=== MATERIAL FOR THIS EXERCISE ===
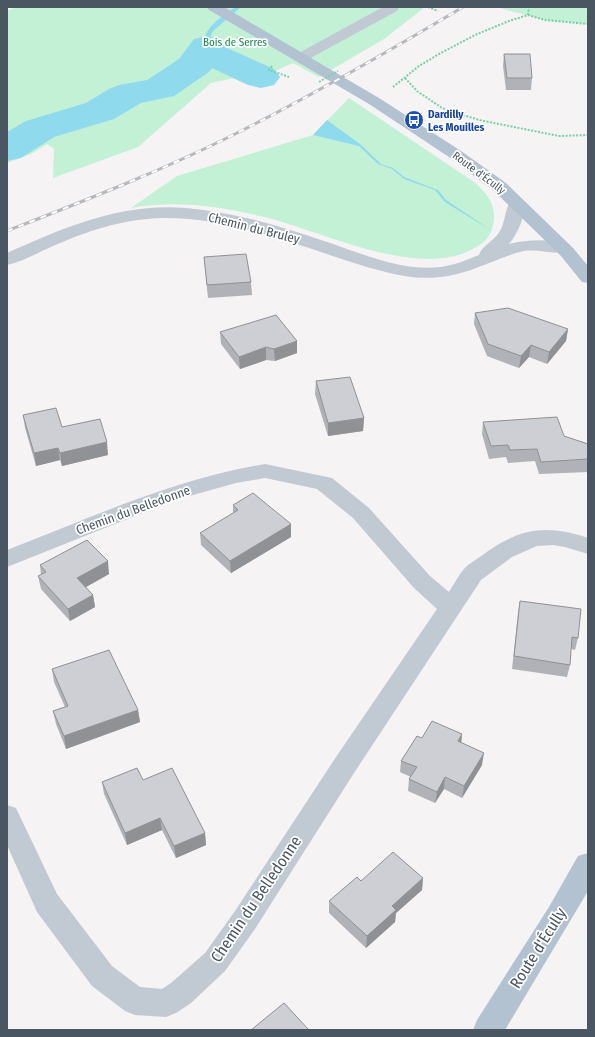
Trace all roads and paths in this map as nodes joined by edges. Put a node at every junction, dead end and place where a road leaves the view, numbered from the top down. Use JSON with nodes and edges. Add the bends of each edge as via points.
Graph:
{"nodes":[{"id":1,"x":428,"y":7,"type":"edge"},
{"id":2,"x":529,"y":7,"type":"edge"},
{"id":3,"x":392,"y":8,"type":"dead end"},
{"id":4,"x":217,"y":9,"type":"edge"},
{"id":5,"x":438,"y":11,"type":"dead end"},
{"id":6,"x":528,"y":15,"type":"junction"},
{"id":7,"x":588,"y":24,"type":"edge"},
{"id":8,"x":300,"y":58,"type":"junction"},
{"id":9,"x":338,"y":71,"type":"dead end"},
{"id":10,"x":405,"y":78,"type":"junction"},
{"id":11,"x":319,"y":82,"type":"dead end"},
{"id":12,"x":374,"y":101,"type":"junction"},
{"id":13,"x":588,"y":135,"type":"edge"},
{"id":14,"x":517,"y":204,"type":"junction"},
{"id":15,"x":563,"y":248,"type":"junction"},
{"id":16,"x":7,"y":260,"type":"edge"},
{"id":17,"x":478,"y":261,"type":"junction"},
{"id":18,"x":588,"y":278,"type":"edge"},
{"id":19,"x":588,"y":534,"type":"edge"},
{"id":20,"x":534,"y":538,"type":"junction"},
{"id":21,"x":588,"y":546,"type":"edge"},
{"id":22,"x":7,"y":559,"type":"edge"},
{"id":23,"x":451,"y":607,"type":"junction"},
{"id":24,"x":7,"y":816,"type":"edge"},
{"id":25,"x":588,"y":865,"type":"edge"},
{"id":26,"x":488,"y":1030,"type":"edge"}],
"edges":[{"from":1,"to":5,"type":"path"},
{"from":2,"to":6,"type":"path"},
{"from":3,"to":8,"type":"street"},
{"from":4,"to":8,"type":"main road"},
{"from":6,"to":7,"type":"path","via":[[545,20]]},
{"from":6,"to":10,"type":"path","via":[[457,44],[419,66]]},
{"from":8,"to":12,"type":"main road","name":"Route d'Écully"},
{"from":9,"to":11,"type":"path","bridge":true},
{"from":10,"to":12,"type":"path"},
{"from":10,"to":13,"type":"path","via":[[417,91],[442,108],[479,120],[559,136]]},
{"from":12,"to":14,"type":"main road","name":"Route d'Écully","via":[[455,154],[500,187]]},
{"from":14,"to":15,"type":"main road","name":"Route d'Écully"},
{"from":14,"to":17,"type":"street","name":"Chemin du Bruley","via":[[514,222],[508,235]]},
{"from":15,"to":17,"type":"street","name":"Chemin du Bruley","via":[[524,246]]},
{"from":15,"to":18,"type":"main road","name":"Route d'Écully"},
{"from":16,"to":17,"type":"street","name":"Chemin du Bruley","via":[[71,232],[113,219],[156,212],[176,212],[237,221],[304,240],[359,260],[399,270],[430,273],[460,269]]},
{"from":19,"to":20,"type":"street","name":"Chemin du Belledonne","via":[[562,532]]},
{"from":20,"to":21,"type":"street","name":"Chemin du Belledonne","via":[[567,539]]},
{"from":20,"to":23,"type":"street","name":"Chemin du Belledonne","via":[[504,550],[473,574]]},
{"from":22,"to":23,"type":"street","name":"Chemin du Belledonne","via":[[168,495],[236,476],[265,471],[324,483],[361,513],[422,582]]},
{"from":23,"to":24,"type":"street","name":"Chemin du Belledonne","via":[[215,962],[166,1003],[135,1001],[102,976],[47,903]]},
{"from":25,"to":26,"type":"main road","name":"Route d'Écully"}]}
===
The word "road" is the filter: copy every line of the listing above that contains it.

SOLVED EXERCISE ▸
Trace all roads and paths in this map as nodes joined by edges. Put a node at every junction, dead end and place where a road leaves the view, numbered from the top down. Use JSON with nodes and edges. Add the bends of each edge as via points.
{"from":4,"to":8,"type":"main road"},
{"from":8,"to":12,"type":"main road","name":"Route d'Écully"},
{"from":12,"to":14,"type":"main road","name":"Route d'Écully","via":[[455,154],[500,187]]},
{"from":14,"to":15,"type":"main road","name":"Route d'Écully"},
{"from":15,"to":18,"type":"main road","name":"Route d'Écully"},
{"from":25,"to":26,"type":"main road","name":"Route d'Écully"}]}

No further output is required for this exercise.